Aragonese nobleman and soldier

Blasco I Alagona or d'Alagona (died 1301), called the Elder, was an Aragonese nobleman and soldier in the service of the Kingdom of Sicily after 1285. His family was originally from Alagón. As a military commander, he was noted for his adept use of mobile infantry against heavy cavalry.

== Biography ==
Blasco was born in the first half of the 13th century. He probably served Peter III of Aragon (died 1285) in the conquest of Sicily (1282), since he was already established there in November 1285, when he witnessed the sale by Peter's heir, Alfonso III, of his right to Sicily to his brother James. He was entrusted with important military and administrative tasks by James. In 1291, he captured Montalto in Calabria and made its Neapolitan commander, Guidone da Primerano, a prisoner. At the end of the year, he was summoned to Aragon by James, who had succeeded Alfonso in the interim, to answer charges of embezzlement. He returned to Sicily and was preparing another campaign when he was recalled a second time to Aragon in 1294. When James renounced his claim on Sicily in the Treaty of Anagni the following year (1295), Blasco left his court without permission and returned to Sicily.

In 1296, Frederick III, who had been proclaimed king by the Sicilians in opposition to the Treaty of Anagni, appointed Blasco a captain in the army. He took part in the king's invasion of Calabria later that year. When James returned to Sicily he left Blasco as his lieutenant in Calabria. In 1297, Blasco was recalled to Sicily under suspicion of treason but was quickly sent back.
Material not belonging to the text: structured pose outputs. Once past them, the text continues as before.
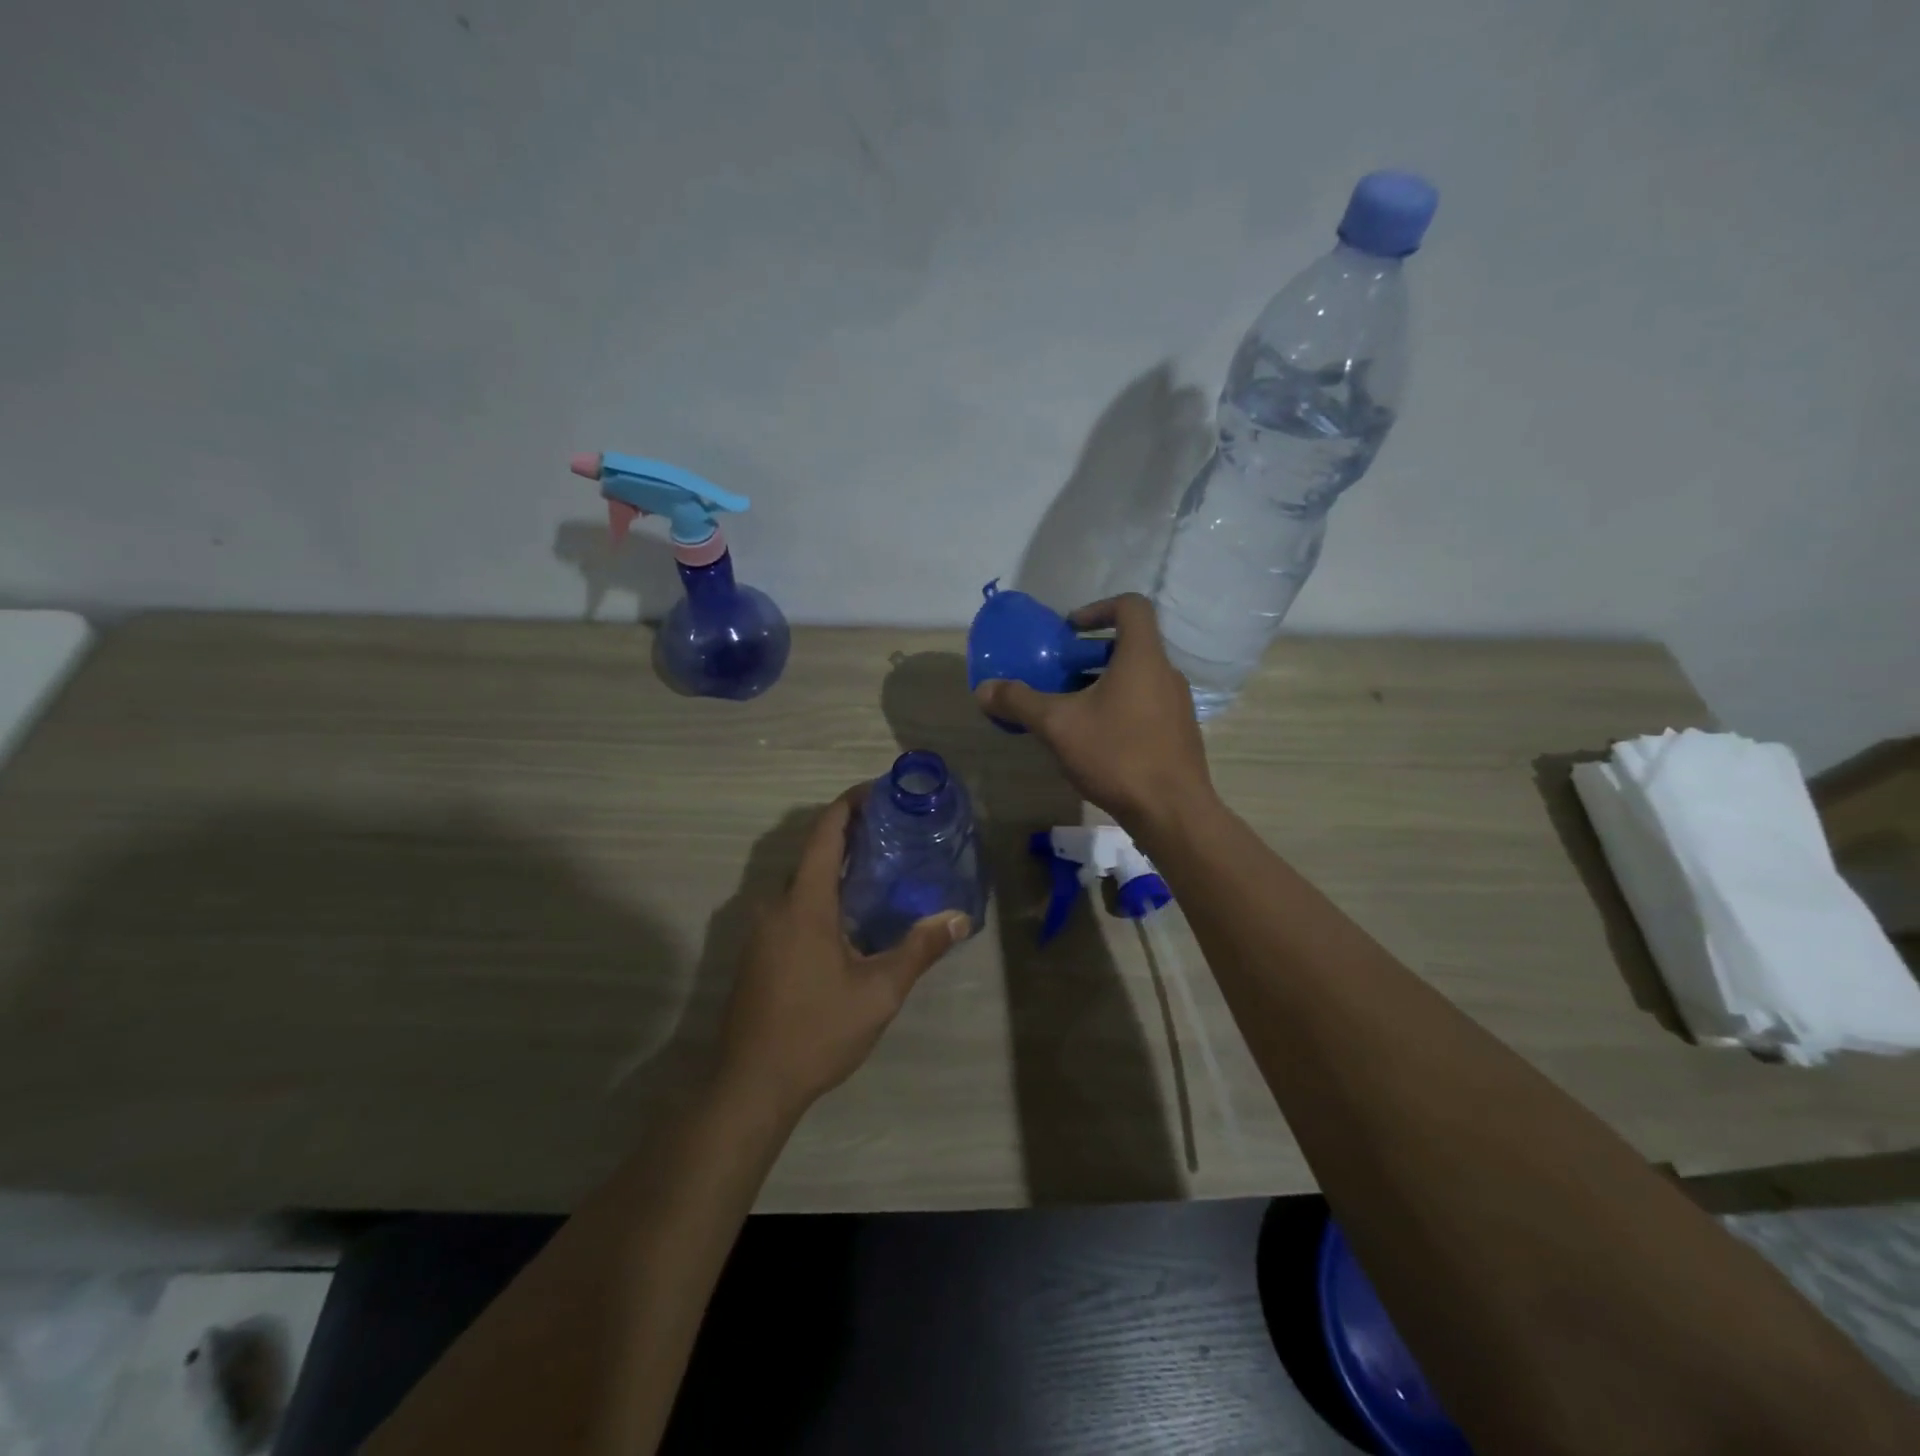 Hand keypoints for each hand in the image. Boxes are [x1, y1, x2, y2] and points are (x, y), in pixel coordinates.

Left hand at [718, 789, 967, 1119]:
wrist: (751, 1084)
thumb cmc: (816, 1031)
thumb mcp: (879, 992)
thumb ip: (919, 949)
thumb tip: (959, 918)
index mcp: (804, 903)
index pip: (824, 833)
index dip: (849, 804)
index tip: (878, 791)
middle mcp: (776, 905)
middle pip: (812, 853)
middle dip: (849, 837)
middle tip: (894, 836)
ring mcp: (761, 929)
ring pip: (801, 882)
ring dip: (835, 869)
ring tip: (879, 872)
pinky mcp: (757, 952)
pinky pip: (792, 906)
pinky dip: (820, 895)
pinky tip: (849, 918)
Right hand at [974, 593, 1213, 837]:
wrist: (1172, 812)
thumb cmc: (1117, 755)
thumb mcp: (1058, 726)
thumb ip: (1020, 702)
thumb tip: (983, 690)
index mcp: (1143, 658)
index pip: (1131, 606)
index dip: (1098, 608)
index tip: (1070, 630)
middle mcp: (1166, 673)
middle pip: (1130, 645)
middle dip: (1090, 654)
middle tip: (1059, 673)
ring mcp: (1177, 705)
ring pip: (1137, 678)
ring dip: (1103, 683)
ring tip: (1071, 709)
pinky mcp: (1178, 733)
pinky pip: (1145, 704)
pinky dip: (1119, 707)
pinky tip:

The Neapolitan admiral Roger of Lauria having occupied Catanzaro in the meantime, Blasco led a small force against the city in the latter half of September and, although outnumbered, won a major victory. In January 1299, Frederick rewarded Blasco for his service with the castle and lands of Naso, confiscated from the traitors Giovanni and Matteo Barresi.

At the Battle of Capo d'Orlando (4 July 1299), in which Frederick's navy defeated a combined Neapolitan–Aragonese fleet trying to enforce the Treaty of Anagni, Blasco's actions were credited with saving the king's flagship. At the Battle of Falconaria (1 December 1299), he commanded the left wing and was given credit for the victory. In 1300, his infantry defeated the Neapolitan cavalry at the Battle of Gagliano, capturing Walter V, Count of Brienne. The following year he died during the Siege of Messina, possibly from consuming rotten food.